Kejagung Segel Gudang Motor Listrik BGN di Bogor

NTVNews - Berita Hari Ini, Terbaru dan Viral - 17 Jun 2026, 19:35
thumbnail-author
Tasya Paramitha
Penulis & Editor
Bagikan
Direktur Penyidikan (Dirdik) Jaksa Agung Muda Bidang Tindak Pidana Khusus (Jampidsus) Kejagung Syarief Sulaeman Nahdi (tengah) memberikan keterangan pers di Gedung Jampidsus Kejagung, Jakarta.
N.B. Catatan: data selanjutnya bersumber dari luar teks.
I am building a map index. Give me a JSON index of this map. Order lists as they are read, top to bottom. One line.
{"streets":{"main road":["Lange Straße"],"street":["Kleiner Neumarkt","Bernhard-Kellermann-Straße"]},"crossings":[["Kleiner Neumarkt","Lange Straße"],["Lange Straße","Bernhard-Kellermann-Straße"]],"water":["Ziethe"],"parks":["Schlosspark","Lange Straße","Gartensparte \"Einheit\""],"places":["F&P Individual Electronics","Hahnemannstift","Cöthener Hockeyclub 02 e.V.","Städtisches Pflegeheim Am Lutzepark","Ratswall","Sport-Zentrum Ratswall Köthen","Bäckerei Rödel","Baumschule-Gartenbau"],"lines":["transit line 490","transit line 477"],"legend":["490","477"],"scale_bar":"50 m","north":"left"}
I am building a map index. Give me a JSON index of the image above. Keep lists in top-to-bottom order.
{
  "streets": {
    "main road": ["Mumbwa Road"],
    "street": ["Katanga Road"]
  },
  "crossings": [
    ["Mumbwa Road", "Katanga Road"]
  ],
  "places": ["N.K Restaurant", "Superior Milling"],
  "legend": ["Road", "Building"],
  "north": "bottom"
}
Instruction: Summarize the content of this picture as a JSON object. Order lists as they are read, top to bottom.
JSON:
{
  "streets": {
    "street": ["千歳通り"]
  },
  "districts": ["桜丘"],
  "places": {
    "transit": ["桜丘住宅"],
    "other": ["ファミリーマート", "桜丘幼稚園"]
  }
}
Direktur Penyidikan (Dirdik) Jaksa Agung Muda Bidang Tindak Pidana Khusus (Jampidsus) Kejagung Syarief Sulaeman Nahdi (tengah) memberikan keterangan pers di Gedung Jampidsus Kejagung, Jakarta. (Antara)

Ntvnews.id, Jakarta - Penyidik Jaksa Agung Muda Bidang Tindak Pidana Khusus (Jampidsus) Kejaksaan Agung melakukan penyegelan terhadap gudang penyimpanan sepeda motor listrik milik Badan Gizi Nasional (BGN) yang berada di Kabupaten Bogor, Jawa Barat. Langkah tersebut dilakukan dalam rangka penyidikan kasus dugaan korupsi tata kelola Program Makan Bergizi Gratis (MBG) periode 2025–2026.

Direktur Penyidikan Jampidsus Kejaksaan Agung, Syarief Sulaeman Nahdi, menjelaskan bahwa tim penyidik mendatangi lokasi untuk melakukan pengecekan sekaligus pengamanan barang yang berkaitan dengan perkara tersebut.

“(Kunjungan) untuk mengecek jumlah (sepeda motor listrik) dan menyegel,” kata Syarief kepada wartawan di Jakarta, Rabu, 17 Juni 2026.

Ia menambahkan kegiatan serupa akan dilakukan secara bertahap pada sejumlah gudang penyimpanan motor listrik lainnya yang juga berkaitan dengan proses penyidikan.

Dalam perkara ini, penyidik Jampidsus telah menetapkan lima orang sebagai tersangka. Mereka adalah mantan Kepala BGN Dadan Hindayana, mantan Wakil Kepala BGN Bidang Pengembangan Organisasi dan Hubungan Kelembagaan Lodewyk Pusung, mantan Wakil Kepala BGN Bidang Operasional Pemenuhan Gizi Sony Sonjaya, pihak swasta Asep Yusuf Soemantri, serta Komisaris PT Yasa Artha Trimanunggal (YAT) Andri Mulyono.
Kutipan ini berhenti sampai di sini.